== Segment start ==
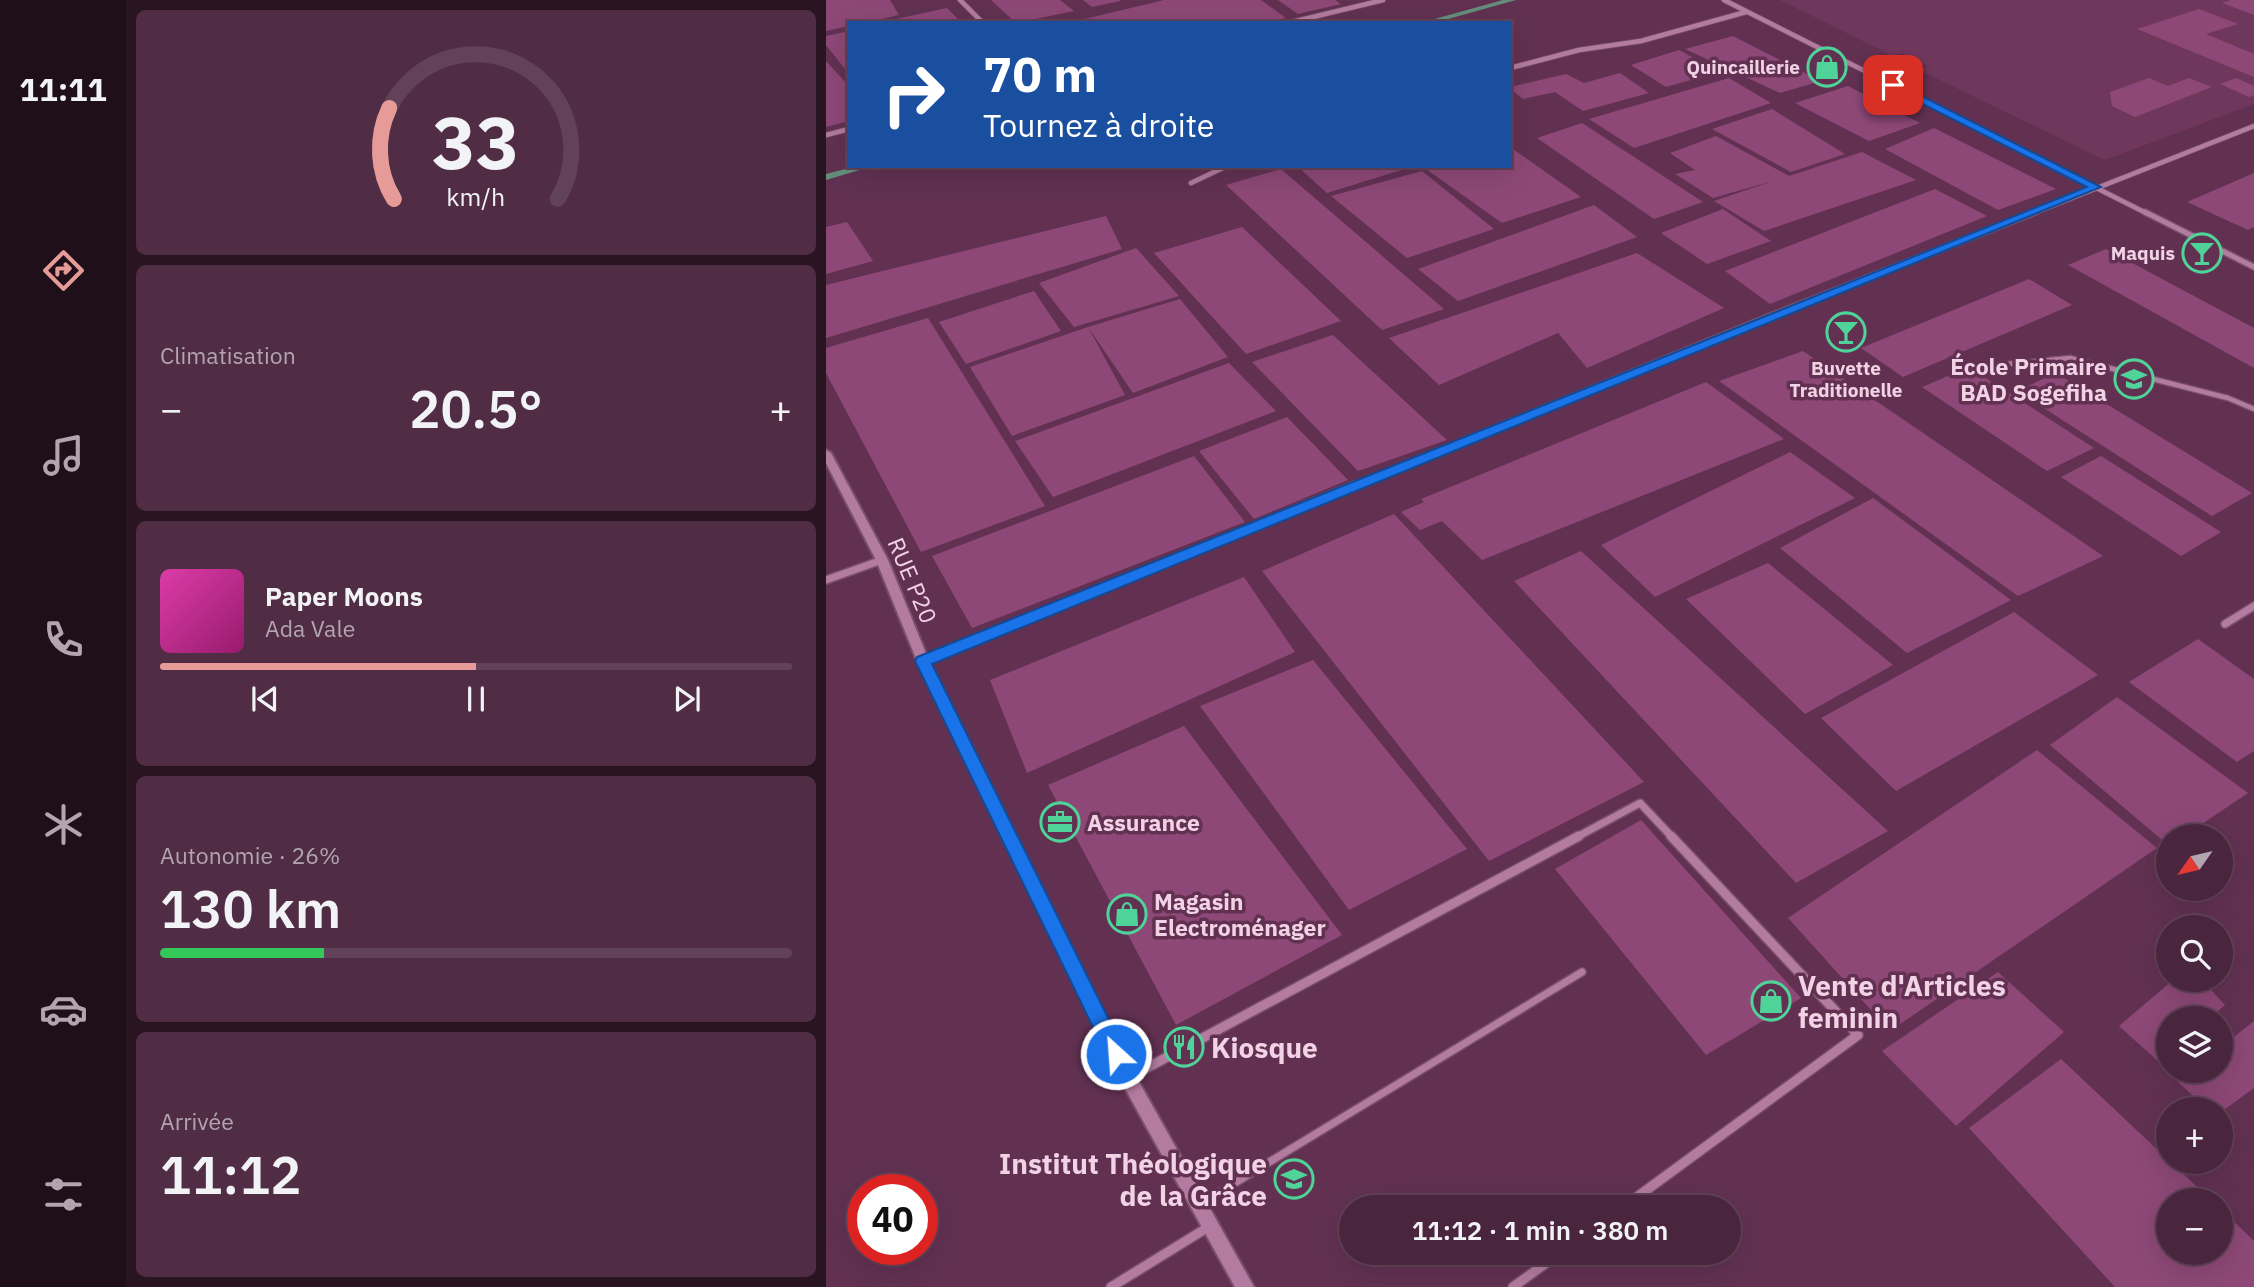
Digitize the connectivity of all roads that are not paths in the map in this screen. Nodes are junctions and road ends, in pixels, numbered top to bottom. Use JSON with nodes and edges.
{"nodes":[{"id":1,"x":960,"y":0,"type":"edge"},
{"id":2,"x":1383,"y":0,"type":"edge"},
{"id":3,"x":1724,"y":0,"type":"edge"},
{"id":4,"x":1747,"y":11,"type":"junction"},
{"id":5,"x":981,"y":21,"type":"edge"},
{"id":6,"x":1296,"y":21,"type":"edge"},
{"id":7,"x":1512,"y":67,"type":"edge"},
{"id":8,"x":2254,"y":126,"type":"edge"},
{"id":9,"x":847,"y":130,"type":"edge"},
{"id":10,"x":826,"y":135,"type":"edge"},
{"id":11,"x":1223,"y":168,"type":"edge"},
{"id":12,"x":1191,"y":183,"type":"dead end"},
{"id":13,"x":2096,"y":187,"type":"junction"},
{"id":14,"x":2254,"y":267,"type":"edge"},
{"id":15,"x":2008,"y":364,"type":"dead end"},
{"id":16,"x":2254,"y":409,"type":"edge"},
{"id":17,"x":826,"y":453,"type":"edge"},
{"id":18,"x":882,"y":560,"type":"junction"},
{"id":19,"x":826,"y":580,"type":"edge"},
{"id":20,"x":2254,"y":606,"type":"edge"},
{"id":21,"x":2225,"y":624,"type":"dead end"},
{"id":22,"x":923,"y":661,"type":"junction"},
{"id":23,"x":1582,"y":972,"type":"dead end"},
{"id":24,"x":1128,"y":1078,"type":"junction"},
{"id":25,"x":1640,"y":1195,"type":"edge"},
{"id":26,"x":1198,"y":1206,"type":"junction"},
{"id":27,"x":1210,"y":1226,"type":"junction"},
{"id":28,"x":1543,"y":1265,"type":"edge"},
{"id":29,"x":1111,"y":1287,"type":"edge"},
{"id":30,"x":1245,"y":1287,"type":"edge"},
{"id":31,"x":1513,"y":1287,"type":"edge"}],
"edges":[{"from":1,"to":5,"type":"street"},
{"from":2,"to":6,"type":"street"},
{"from":3,"to":4,"type":"street"},
{"from":4,"to":7,"type":"street"},
{"from":4,"to":13,"type":"street"},
{"from":8,"to":13,"type":"street"},
{"from":9,"to":10,"type":"street"},
{"from":11,"to":12,"type":"street"},
{"from":13,"to":14,"type":"street"},
{"from":13,"to":22,"type":"street"},
{"from":15,"to":16,"type":"lane"},
{"from":17,"to":18,"type":"street","name":"RUE P20"},
{"from":18,"to":19,"type":"street"},
{"from":18,"to":22,"type":"street","name":"RUE P20"},
{"from":20,"to":21,"type":"street"},
{"from":22,"to":24,"type":"street","name":"RUE P20"},
{"from":23,"to":26,"type":"lane"},
{"from":24,"to":25,"type":"street"},
{"from":24,"to":26,"type":"street","name":"RUE P20"},
{"from":26,"to":27,"type":"street","name":"RUE P20"},
{"from":27,"to":29,"type":"street"},
{"from":27,"to":30,"type":"street","name":"RUE P20"},
{"from":28,"to":31,"type":"street"}]}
== Segment end ==
* _The problem_
The copy should match each line above exactly and contain no images.

* _Exercise output_
Digitize the connectivity of all roads that are not paths in the map in this screen. Nodes are junctions and road ends, in pixels, numbered top to bottom. Use JSON with nodes and edges.
{"nodes":[{"id":1,"x":960,"y":0,"type":"edge"},
{"id":2,"x":1383,"y":0,"type":"edge"},
{"id":3,"x":1724,"y":0,"type":"edge"},
{"id":4,"x":1747,"y":11,"type":"junction"},
{"id":5,"x":981,"y":21,"type":"edge"},
{"id":6,"x":1296,"y":21,"type":"edge"},
{"id":7,"x":1512,"y":67,"type":"edge"},
{"id":8,"x":2254,"y":126,"type":"edge"},
{"id":9,"x":847,"y":130,"type":"edge"},
{"id":10,"x":826,"y":135,"type":"edge"},
{"id":11,"x":1223,"y":168,"type":"edge"},
{"id":12,"x":1191,"y":183,"type":"dead end"},
{"id":13,"x":2096,"y":187,"type":"junction"},
{"id":14,"x":2254,"y":267,"type":"edge"},
{"id":15,"x":2008,"y":364,"type":"dead end"},
{"id":16,"x":2254,"y":409,"type":"edge"},
{"id":17,"x":826,"y":453,"type":"edge"},
{"id":18,"x":882,"y":560,"type":"junction"},
{"id":19,"x":826,"y":580,"type":"edge"},
{"id":20,"x":2254,"y":606,"type":"edge"},
{"id":21,"x":2225,"y":624,"type":"dead end"},
{"id":22,"x":923,"y":661,"type":"junction"},
{"id":23,"x":1582,"y":972,"type":"dead end"},
{"id":24,"x":1128,"y":1078,"type":"junction"},
{"id":25,"x":1640,"y":1195,"type":"edge"},
{"id":26,"x":1198,"y":1206,"type":"junction"},
{"id":27,"x":1210,"y":1226,"type":"junction"},
{"id":28,"x":1543,"y":1265,"type":"edge"},
{"id":29,"x":1111,"y":1287,"type":"edge"},
{"id":30,"x":1245,"y":1287,"type":"edge"},
{"id":31,"x":1513,"y":1287,"type":"edge"}],
"edges":[{"from":1,"to":5,"type":"street"},
{"from":2,"to":6,"type":"street"},
{"from":3,"to":4,"type":"street"},
{"from":4,"to":7,"type":"street"},
{"from":4,"to":13,"type":"street"},
{"from":8,"to":13,"type":"street"},
{"from":9,"to":10,"type":"street"},
{"from":11,"to":12,"type":"street"},
{"from":13,"to":14,"type":"street"},
{"from":13,"to":22,"type":"street"},
{"from":15,"to":16,"type":"lane"},
{"from":17,"to":18,"type":"street","name":"RUE P20"},
{"from":18,"to":19,"type":"street"},
{"from":18,"to":22,"type":"street","name":"RUE P20"},
{"from":20,"to":21,"type":"street"},
{"from":22,"to":24,"type":"street","name":"RUE P20"},
{"from":23,"to":26,"type":"lane"},
{"from":24,"to":25,"type":"street"},
{"from":24,"to":26,"type":"street","name":"RUE P20"},
{"from":26,"to":27,"type":"street","name":"RUE P20"},
{"from":27,"to":29,"type":"street"},
{"from":27,"to":30,"type":"street","name":"RUE P20"},
{"from":28,"to":31,"type":"street"}]}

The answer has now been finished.